There is, I think, a genuinely interesting parallel which White draws out between the ways in which ancient and modern writers alike construct a Paul congenial to their cause, a “real Paul” from whom they draw the comfort of their orthodoxy. In drawing attention to that process, however, White really ends up saying very little about how we deal with the represented Paul of the canon, whether those are the self-representations of a man who constructs his rhetoric carefully, while professing not to use “plausible words of wisdom” or the representations of a wise mentor of young pastors that we find in the Pastorals. Nor does he explore how those and other representations (such as Luke’s) might refract the same apostle, and what methodologies might be employed to hold them in some kind of interaction that doesn’t simply reject what is not the “real Paul.”

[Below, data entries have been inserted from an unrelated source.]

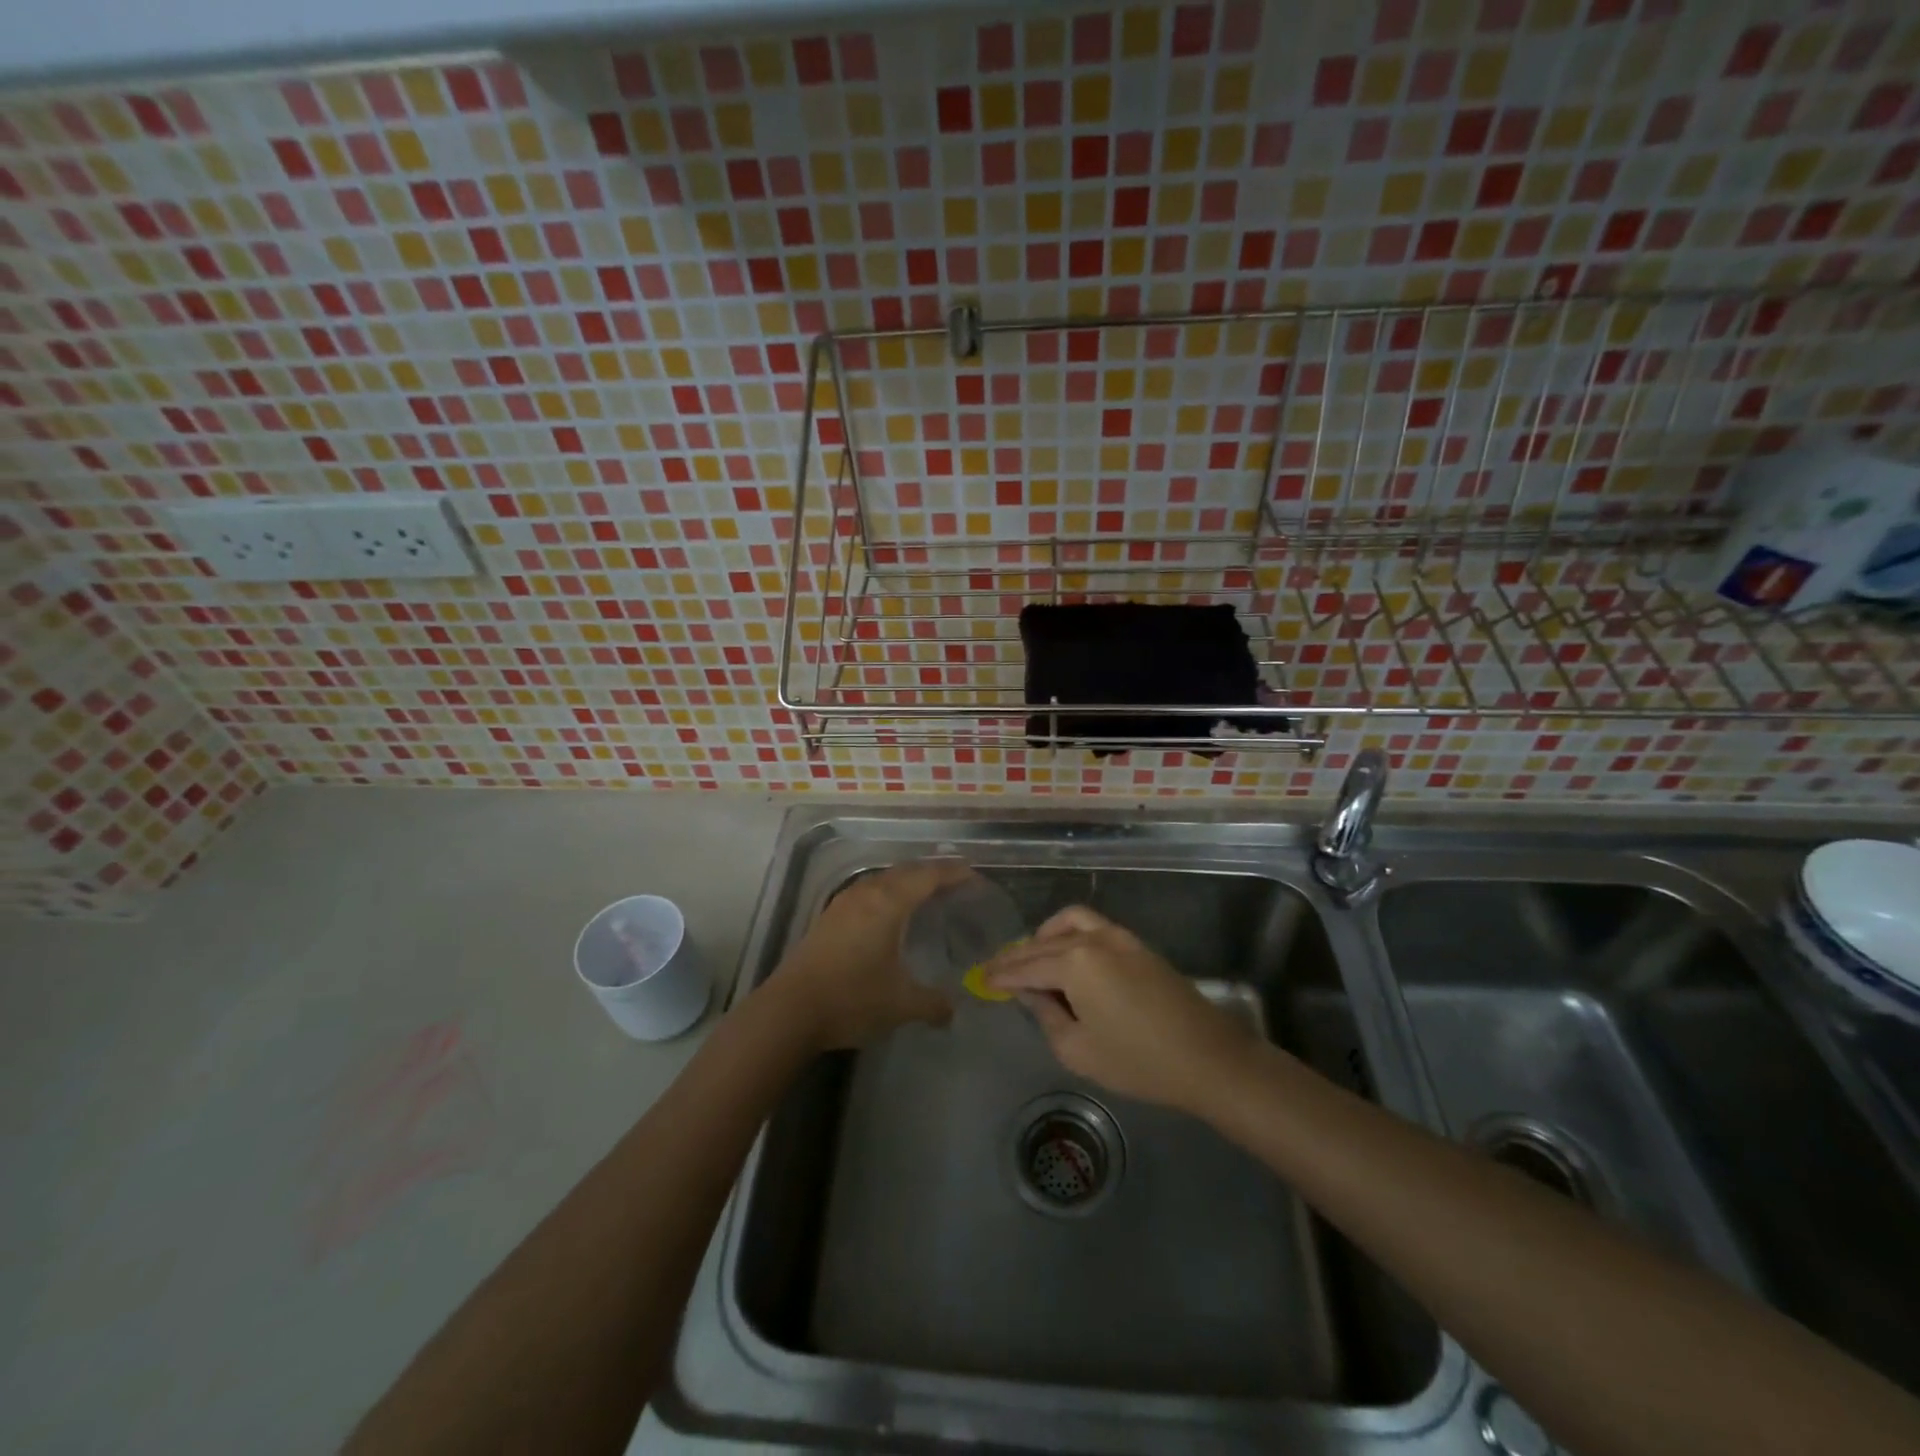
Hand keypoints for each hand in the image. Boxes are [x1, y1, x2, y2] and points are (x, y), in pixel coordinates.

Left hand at [768, 860, 969, 1051]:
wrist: (789, 1011)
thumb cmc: (852, 999)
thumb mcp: (901, 1004)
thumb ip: (933, 1004)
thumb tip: (952, 1012)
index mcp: (889, 902)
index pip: (929, 876)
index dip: (954, 873)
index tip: (975, 876)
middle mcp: (867, 893)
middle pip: (906, 871)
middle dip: (933, 873)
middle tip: (957, 883)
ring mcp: (844, 903)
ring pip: (884, 879)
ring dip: (908, 880)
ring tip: (927, 894)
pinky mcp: (830, 917)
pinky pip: (869, 891)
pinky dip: (889, 893)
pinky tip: (891, 913)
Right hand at [984, 905, 1255, 1112]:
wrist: (1207, 1058)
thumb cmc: (1138, 1061)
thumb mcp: (1078, 1049)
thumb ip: (1046, 1015)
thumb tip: (1030, 992)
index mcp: (1074, 962)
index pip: (1027, 966)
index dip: (1002, 975)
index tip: (981, 979)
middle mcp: (1093, 939)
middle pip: (1044, 942)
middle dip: (1018, 956)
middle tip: (997, 970)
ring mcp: (1119, 937)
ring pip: (1069, 923)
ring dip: (1045, 936)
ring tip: (1032, 958)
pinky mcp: (1137, 944)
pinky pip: (1092, 927)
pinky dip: (1070, 934)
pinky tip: (1066, 957)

And finally, I cannot but draw attention to his conclusion that it is right to appeal “to specific Pauline letters and passages within letters as primary evidence for Saul of Tarsus” (p 180). I rather hope it is a conscious irony that he chooses to refer to the Paul of history by the referent “Saul of Tarsus”. After all, the Paul of the letters nowhere claims that Hebrew name, or that Cilician place of origin. Remembering Paul is indeed in need of careful historiography.